**EXERCISE INSTRUCTIONS**
Search the material below for the word "ImageSurface". Copy every line where it is found.
[[ DATA EXTRACTS open ]]
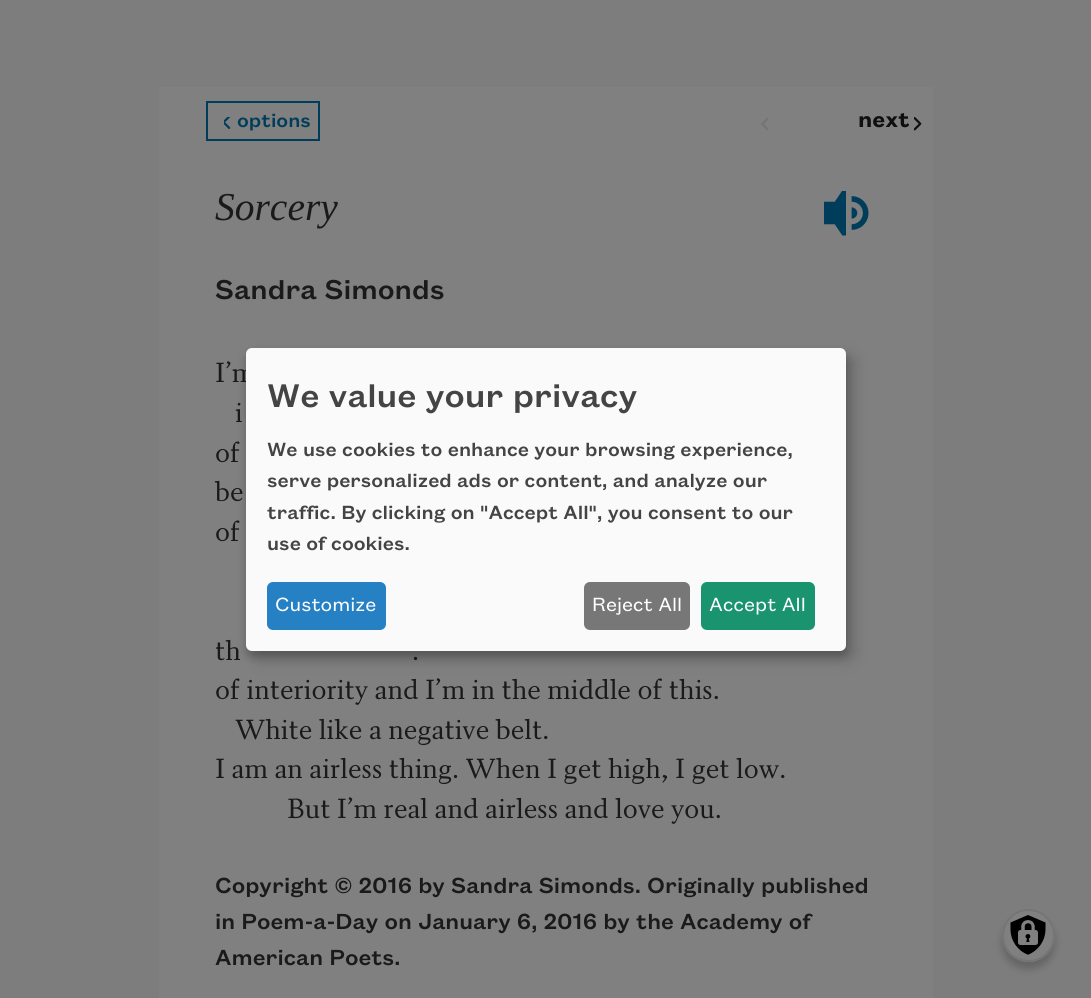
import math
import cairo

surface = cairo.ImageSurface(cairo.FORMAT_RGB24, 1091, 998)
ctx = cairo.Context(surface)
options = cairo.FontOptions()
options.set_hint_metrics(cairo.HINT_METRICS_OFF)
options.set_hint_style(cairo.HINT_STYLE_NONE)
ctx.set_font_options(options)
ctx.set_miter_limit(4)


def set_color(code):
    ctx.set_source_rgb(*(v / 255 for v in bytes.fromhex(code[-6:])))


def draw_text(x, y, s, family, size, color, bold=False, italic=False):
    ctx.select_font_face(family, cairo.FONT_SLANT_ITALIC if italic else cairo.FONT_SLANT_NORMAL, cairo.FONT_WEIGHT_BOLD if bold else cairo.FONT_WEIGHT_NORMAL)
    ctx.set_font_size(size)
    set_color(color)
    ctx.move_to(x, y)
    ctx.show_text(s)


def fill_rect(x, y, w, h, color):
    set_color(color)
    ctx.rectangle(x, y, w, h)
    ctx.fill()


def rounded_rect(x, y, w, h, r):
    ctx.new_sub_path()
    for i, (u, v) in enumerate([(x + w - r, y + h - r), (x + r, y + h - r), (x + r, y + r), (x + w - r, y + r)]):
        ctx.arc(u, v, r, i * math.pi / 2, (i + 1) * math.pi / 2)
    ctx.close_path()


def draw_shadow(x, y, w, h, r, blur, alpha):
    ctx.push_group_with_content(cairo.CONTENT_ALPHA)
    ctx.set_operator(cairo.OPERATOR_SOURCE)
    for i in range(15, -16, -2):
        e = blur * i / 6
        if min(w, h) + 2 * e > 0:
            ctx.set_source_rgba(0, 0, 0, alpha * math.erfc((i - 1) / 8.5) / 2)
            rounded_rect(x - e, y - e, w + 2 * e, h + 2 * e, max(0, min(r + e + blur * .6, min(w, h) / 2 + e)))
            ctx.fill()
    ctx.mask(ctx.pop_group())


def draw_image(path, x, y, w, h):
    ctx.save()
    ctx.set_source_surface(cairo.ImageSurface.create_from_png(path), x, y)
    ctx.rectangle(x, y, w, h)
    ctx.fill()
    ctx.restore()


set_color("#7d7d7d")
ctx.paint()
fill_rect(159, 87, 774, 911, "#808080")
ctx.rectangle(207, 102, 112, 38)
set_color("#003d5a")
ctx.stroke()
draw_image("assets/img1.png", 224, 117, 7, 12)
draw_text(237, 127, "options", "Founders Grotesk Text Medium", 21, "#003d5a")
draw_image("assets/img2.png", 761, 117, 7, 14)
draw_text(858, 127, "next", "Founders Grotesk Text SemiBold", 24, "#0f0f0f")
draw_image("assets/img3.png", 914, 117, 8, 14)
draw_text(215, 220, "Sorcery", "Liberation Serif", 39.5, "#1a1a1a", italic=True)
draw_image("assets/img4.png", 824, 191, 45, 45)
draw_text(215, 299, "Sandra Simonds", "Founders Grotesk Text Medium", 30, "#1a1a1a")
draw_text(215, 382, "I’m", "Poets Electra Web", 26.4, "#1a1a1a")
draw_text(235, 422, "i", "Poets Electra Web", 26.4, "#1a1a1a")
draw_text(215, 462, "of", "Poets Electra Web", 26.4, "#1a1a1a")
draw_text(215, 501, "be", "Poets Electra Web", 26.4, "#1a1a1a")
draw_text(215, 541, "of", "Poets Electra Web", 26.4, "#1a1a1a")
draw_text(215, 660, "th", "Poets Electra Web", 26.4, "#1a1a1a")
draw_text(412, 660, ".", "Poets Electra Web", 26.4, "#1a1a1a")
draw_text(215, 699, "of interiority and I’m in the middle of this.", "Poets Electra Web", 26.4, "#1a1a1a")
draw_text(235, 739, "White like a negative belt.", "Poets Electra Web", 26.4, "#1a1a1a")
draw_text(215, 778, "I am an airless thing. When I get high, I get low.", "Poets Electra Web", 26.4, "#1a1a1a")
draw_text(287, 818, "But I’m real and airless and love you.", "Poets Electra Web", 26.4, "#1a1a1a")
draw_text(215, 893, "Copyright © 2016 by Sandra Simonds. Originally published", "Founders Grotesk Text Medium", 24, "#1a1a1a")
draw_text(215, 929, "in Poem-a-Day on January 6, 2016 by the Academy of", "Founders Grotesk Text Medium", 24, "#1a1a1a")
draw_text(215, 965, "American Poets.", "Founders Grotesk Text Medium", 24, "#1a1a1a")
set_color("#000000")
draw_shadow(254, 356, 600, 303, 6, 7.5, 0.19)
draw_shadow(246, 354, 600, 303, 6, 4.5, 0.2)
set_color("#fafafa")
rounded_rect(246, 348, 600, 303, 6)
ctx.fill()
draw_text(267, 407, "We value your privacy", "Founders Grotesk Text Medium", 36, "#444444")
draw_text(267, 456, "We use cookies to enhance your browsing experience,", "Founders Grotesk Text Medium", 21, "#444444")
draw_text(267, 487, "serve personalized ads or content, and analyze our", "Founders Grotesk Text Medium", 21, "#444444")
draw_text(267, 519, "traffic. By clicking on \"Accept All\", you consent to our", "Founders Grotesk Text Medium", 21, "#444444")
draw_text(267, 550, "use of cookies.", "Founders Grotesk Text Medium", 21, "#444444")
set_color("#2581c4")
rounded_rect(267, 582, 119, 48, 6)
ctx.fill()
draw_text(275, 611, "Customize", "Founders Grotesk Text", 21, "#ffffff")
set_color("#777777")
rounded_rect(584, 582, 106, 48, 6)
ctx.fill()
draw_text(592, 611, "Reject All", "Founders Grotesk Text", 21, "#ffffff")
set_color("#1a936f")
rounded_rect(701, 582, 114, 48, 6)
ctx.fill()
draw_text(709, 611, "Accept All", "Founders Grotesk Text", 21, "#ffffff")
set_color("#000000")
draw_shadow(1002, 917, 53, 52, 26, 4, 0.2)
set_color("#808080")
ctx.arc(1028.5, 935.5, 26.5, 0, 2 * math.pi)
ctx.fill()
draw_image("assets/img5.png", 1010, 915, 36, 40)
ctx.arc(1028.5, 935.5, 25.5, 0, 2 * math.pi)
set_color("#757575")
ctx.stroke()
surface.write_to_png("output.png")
[[ DATA EXTRACTS closed ]]
**PROBLEM SOLUTION**
surface = cairo.ImageSurface(cairo.FORMAT_RGB24, 1091, 998)
    ctx.set_source_surface(cairo.ImageSurface.create_from_png(path), x, y)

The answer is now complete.